International Copper Association Australia

Enough Copper For The Future?

A new study has raised doubts the world has enough mineable copper to sustain the demands of both human development and the green economy.

The report by the Society of Economic Geologists points out there’s “unavoidable conflict between the copper demands of electrification and achieving equitable living standards for the developing world.” 

They came to the sobering conclusion by modelling how much copper is necessary for electrical technology and components as the population grows, as well as the amount needed for a range of different green energy scenarios as the world moves from a fossil to a non carbon future.

The numbers they project are vast. For example, for “business-as-usual”, about 1.1B metric tons of copper must be mined by 2050 or something like 78 new mines to produce 500,000 tons of copper a year. There was only about 23M million tons of copper mined in 2024.

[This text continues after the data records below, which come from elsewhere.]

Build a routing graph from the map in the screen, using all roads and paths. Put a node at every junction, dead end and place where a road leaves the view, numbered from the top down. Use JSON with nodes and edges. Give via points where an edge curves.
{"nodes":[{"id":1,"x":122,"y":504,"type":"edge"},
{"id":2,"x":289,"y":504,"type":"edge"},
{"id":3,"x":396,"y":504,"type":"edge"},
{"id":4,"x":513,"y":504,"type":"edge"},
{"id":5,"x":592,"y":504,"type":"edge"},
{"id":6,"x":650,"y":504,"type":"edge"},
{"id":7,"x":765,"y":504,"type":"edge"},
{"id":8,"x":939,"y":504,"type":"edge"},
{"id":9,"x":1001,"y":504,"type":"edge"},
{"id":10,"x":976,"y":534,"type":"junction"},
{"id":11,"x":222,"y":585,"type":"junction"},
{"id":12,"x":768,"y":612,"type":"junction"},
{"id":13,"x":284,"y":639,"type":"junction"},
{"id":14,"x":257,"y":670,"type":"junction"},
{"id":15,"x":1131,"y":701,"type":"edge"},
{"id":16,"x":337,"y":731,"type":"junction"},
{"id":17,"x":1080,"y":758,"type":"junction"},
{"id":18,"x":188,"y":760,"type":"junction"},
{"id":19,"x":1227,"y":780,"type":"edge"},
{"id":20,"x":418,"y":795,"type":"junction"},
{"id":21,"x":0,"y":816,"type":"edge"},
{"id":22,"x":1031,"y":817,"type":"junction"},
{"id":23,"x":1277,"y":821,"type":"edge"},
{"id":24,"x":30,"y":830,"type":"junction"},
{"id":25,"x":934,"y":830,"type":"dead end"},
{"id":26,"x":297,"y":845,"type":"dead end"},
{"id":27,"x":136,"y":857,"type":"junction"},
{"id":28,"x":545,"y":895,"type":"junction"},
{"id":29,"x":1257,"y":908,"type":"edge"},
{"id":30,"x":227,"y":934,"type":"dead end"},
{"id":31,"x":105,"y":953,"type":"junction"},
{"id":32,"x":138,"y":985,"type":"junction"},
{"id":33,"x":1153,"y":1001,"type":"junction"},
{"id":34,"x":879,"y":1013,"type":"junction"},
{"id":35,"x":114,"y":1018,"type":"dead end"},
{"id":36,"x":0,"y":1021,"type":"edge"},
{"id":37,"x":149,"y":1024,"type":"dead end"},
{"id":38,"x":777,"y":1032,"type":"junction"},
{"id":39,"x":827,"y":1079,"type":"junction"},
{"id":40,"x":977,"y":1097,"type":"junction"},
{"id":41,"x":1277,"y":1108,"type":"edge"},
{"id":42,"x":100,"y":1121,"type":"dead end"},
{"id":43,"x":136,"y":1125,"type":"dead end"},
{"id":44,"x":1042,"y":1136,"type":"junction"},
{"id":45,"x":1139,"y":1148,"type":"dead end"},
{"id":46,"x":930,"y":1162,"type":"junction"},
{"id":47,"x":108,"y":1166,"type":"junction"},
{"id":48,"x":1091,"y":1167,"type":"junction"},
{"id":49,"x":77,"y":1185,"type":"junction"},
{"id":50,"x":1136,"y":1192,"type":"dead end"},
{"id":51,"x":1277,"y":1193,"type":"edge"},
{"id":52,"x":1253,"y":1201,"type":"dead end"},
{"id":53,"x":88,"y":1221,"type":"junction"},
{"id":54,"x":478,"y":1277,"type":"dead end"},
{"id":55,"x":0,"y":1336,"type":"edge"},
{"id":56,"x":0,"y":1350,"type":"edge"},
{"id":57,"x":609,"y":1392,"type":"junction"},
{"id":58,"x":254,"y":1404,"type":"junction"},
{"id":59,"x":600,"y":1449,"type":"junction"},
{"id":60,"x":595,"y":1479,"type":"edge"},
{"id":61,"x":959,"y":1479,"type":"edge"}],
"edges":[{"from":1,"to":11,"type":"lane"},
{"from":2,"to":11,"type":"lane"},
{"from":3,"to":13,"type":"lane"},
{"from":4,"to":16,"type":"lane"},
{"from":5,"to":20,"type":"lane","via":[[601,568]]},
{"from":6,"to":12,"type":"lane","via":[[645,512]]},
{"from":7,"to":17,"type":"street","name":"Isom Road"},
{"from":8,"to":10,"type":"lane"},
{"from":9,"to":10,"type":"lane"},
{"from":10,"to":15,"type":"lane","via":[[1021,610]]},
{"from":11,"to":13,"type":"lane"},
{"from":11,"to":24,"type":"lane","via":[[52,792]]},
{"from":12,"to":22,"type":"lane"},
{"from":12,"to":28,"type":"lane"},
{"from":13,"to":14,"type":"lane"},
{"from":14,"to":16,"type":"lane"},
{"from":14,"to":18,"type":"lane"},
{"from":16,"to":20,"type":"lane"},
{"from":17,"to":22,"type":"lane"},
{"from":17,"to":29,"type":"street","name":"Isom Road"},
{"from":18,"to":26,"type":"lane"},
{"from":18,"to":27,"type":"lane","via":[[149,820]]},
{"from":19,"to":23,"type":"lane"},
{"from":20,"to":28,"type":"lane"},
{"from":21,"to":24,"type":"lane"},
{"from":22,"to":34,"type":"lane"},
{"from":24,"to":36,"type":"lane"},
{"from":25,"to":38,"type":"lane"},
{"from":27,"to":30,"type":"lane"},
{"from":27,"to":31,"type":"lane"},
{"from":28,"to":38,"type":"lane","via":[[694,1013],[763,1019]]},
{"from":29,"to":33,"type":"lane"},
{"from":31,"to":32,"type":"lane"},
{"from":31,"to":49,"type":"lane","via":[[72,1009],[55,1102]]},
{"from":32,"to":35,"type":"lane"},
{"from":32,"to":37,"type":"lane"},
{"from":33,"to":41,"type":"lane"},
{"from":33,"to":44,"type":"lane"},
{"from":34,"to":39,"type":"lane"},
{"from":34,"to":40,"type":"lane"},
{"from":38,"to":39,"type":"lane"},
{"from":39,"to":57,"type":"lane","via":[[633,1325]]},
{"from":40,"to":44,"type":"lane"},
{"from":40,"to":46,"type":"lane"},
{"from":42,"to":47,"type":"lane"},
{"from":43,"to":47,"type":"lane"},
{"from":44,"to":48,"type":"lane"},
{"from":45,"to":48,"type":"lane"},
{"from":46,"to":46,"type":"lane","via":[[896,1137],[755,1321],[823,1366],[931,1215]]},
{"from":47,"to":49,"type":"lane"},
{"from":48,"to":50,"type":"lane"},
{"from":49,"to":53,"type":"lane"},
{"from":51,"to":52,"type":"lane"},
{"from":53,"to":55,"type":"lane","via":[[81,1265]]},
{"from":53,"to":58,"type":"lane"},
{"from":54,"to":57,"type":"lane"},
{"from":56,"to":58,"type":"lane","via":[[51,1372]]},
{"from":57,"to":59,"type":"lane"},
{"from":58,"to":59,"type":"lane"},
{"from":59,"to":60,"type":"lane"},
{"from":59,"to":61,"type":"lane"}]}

A greener world will require even more copper. Transitioning to an EV fleet requires 1.248B tons, wind and solar requires 2.30B tons of copper, and building a power grid that relies on batteries requires 3B tons. 

But copper is important in nearly every part of human development, from clean water distribution, sanitation systems, education and health care facilities, and telecommunications networks. Infrastructure that most of the world still needs to put in place especially in so-called developing countries.

India alone would require 227M tons of copper to build and modernise its infrastructure. Building this infrastructure in Africa’s 54 countries would require about 1B tons.

The report said there’s an inbuilt tension between the two copper demands, one the world will have to sustainably resolve if it can’t find more copper quickly enough.